Andrea L. Zaenglein, M.D.The American Academy of Dermatology (AAD) released its “Guidelines of care for the management of acne vulgaris,” published online February 15 in the Journal of the American Academy of Dermatology.1
“The Academy is dedicated to promoting and encouraging dermatology research and the application of these findings to improving patient care. This includes the development of rigorous, evidence-based guidelines of care for dermatologic conditions,” says guidelines’ workgroup cochair Andrea L. Zaenglein, M.D., professor of dermatology and pediatric dermatology at PennState Health Milton S. Hershey Medical Center, Hershey, Penn.
“Our goal is to revisit the data at least every five years … to review any new evidence that could affect the guideline's recommendations. Officially, any guidelines is only good for five years,” Dr.
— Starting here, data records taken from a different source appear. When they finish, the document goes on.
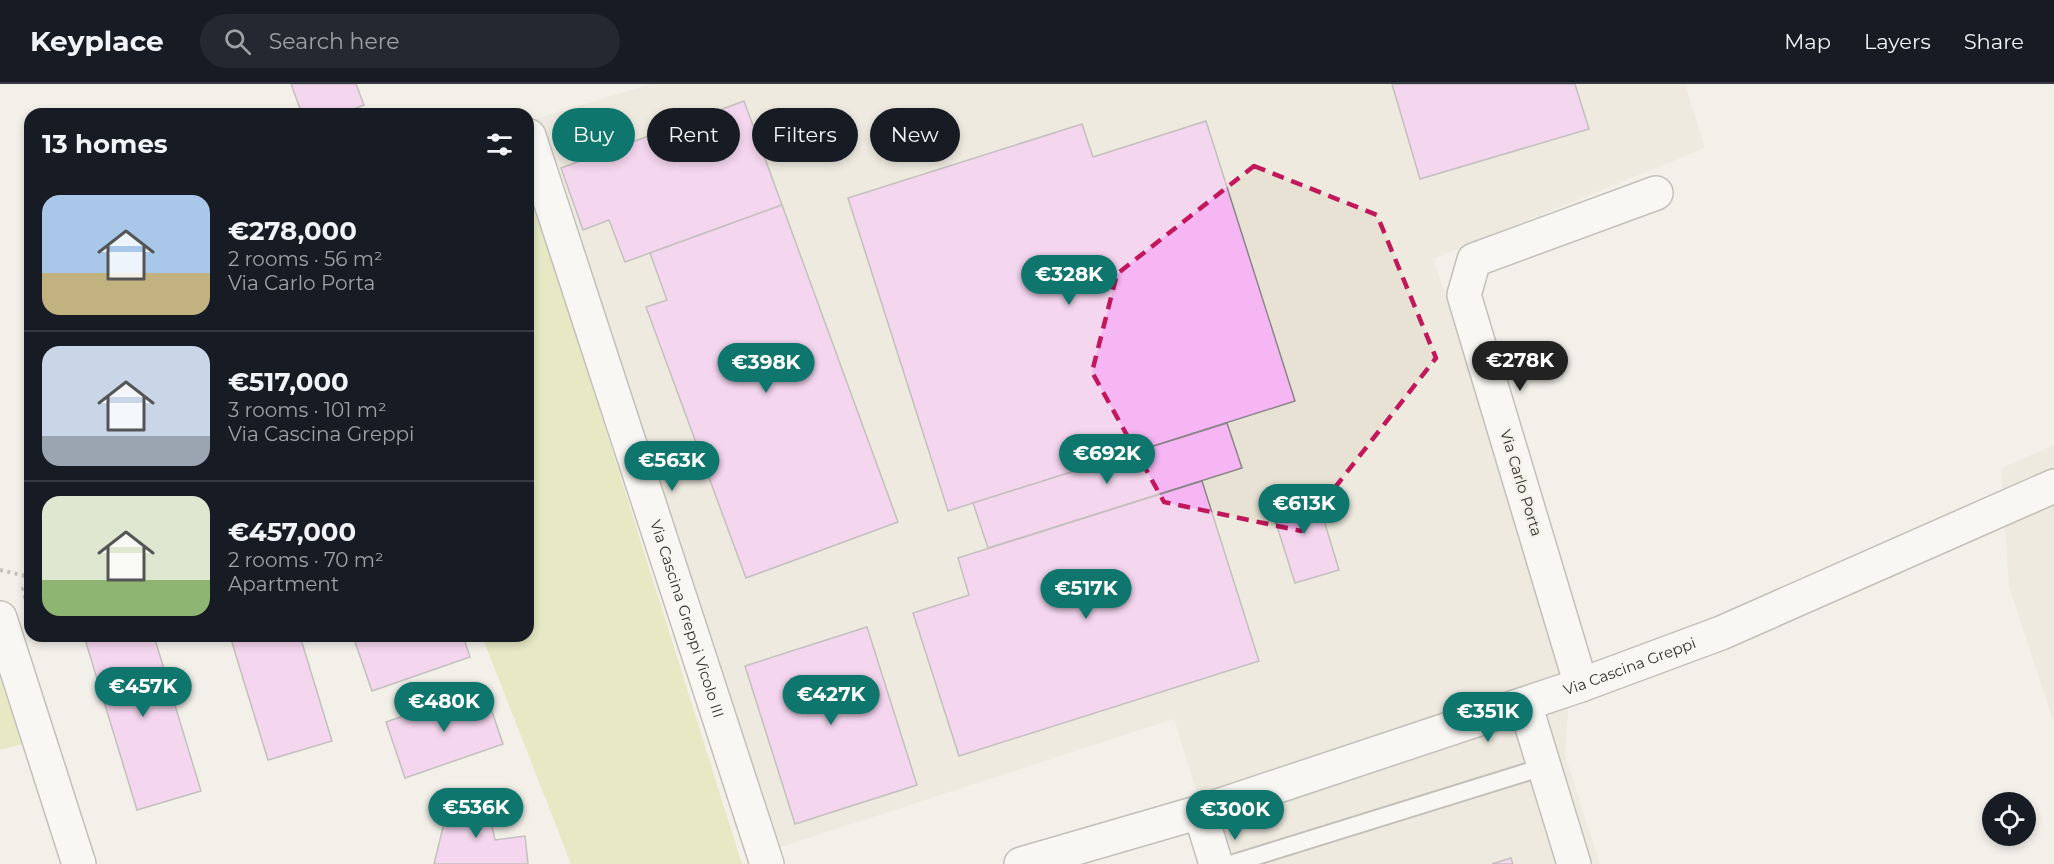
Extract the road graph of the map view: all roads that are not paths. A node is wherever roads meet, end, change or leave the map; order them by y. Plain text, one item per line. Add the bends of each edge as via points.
1 (534, 151) edge
2 (1656, 194) dead end
3 (2054, 486) edge
4 (0, 618) edge
5 (1581, 685) junction
6 (1525, 704) junction
7 (1544, 766) junction
8 (1200, 812) junction
9 (80, 864) edge
10 (767, 864) edge
11 (1021, 864) edge
12 (1216, 864) edge
13 (1231, 864) edge
14 (1574, 864) edge

1 - 10 street, Via Cascina Greppi Vicolo III
2 - 5 street, Via Carlo Porta via 1474,260 1464,295
3 - 5 street, Via Cascina Greppi via 1721,633
4 - 9 street
5 - 6 street, Via Cascina Greppi
6 - 7 street
6 - 8 street, Via Cascina Greppi
7 - 13 lane
7 - 14 street
8 - 11 street, Via Cascina Greppi
8 - 12 street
Zaenglein says.
Bethanee J. Schlosser, M.D, Ph.D.Workgroup member Bethanee J. Schlosser, M.D, Ph.D., tells Dermatology Times that the most recent acne guidelines emphasize appropriate stewardship of oral antibiotics, including their recommended course, the importance of maintenance therapy and what defines maintenance therapy.
“In general, not just in dermatology, the Centers for Disease Control and Prevention has clearly been emphasizing throughout medicine that we want to be using the right antibiotic, for the right patient, for the right indication, for the right duration of time, to avoid development of antibiotic resistance,” says Dr. Schlosser, assistant professor, director, Women's Skin Health Program, department of dermatology, Northwestern University Feinberg School of Medicine, Chicago. “When you look across the board, dermatology is a significant percentage of antibiotic prescriptions, and acne accounts for a significant proportion of that.”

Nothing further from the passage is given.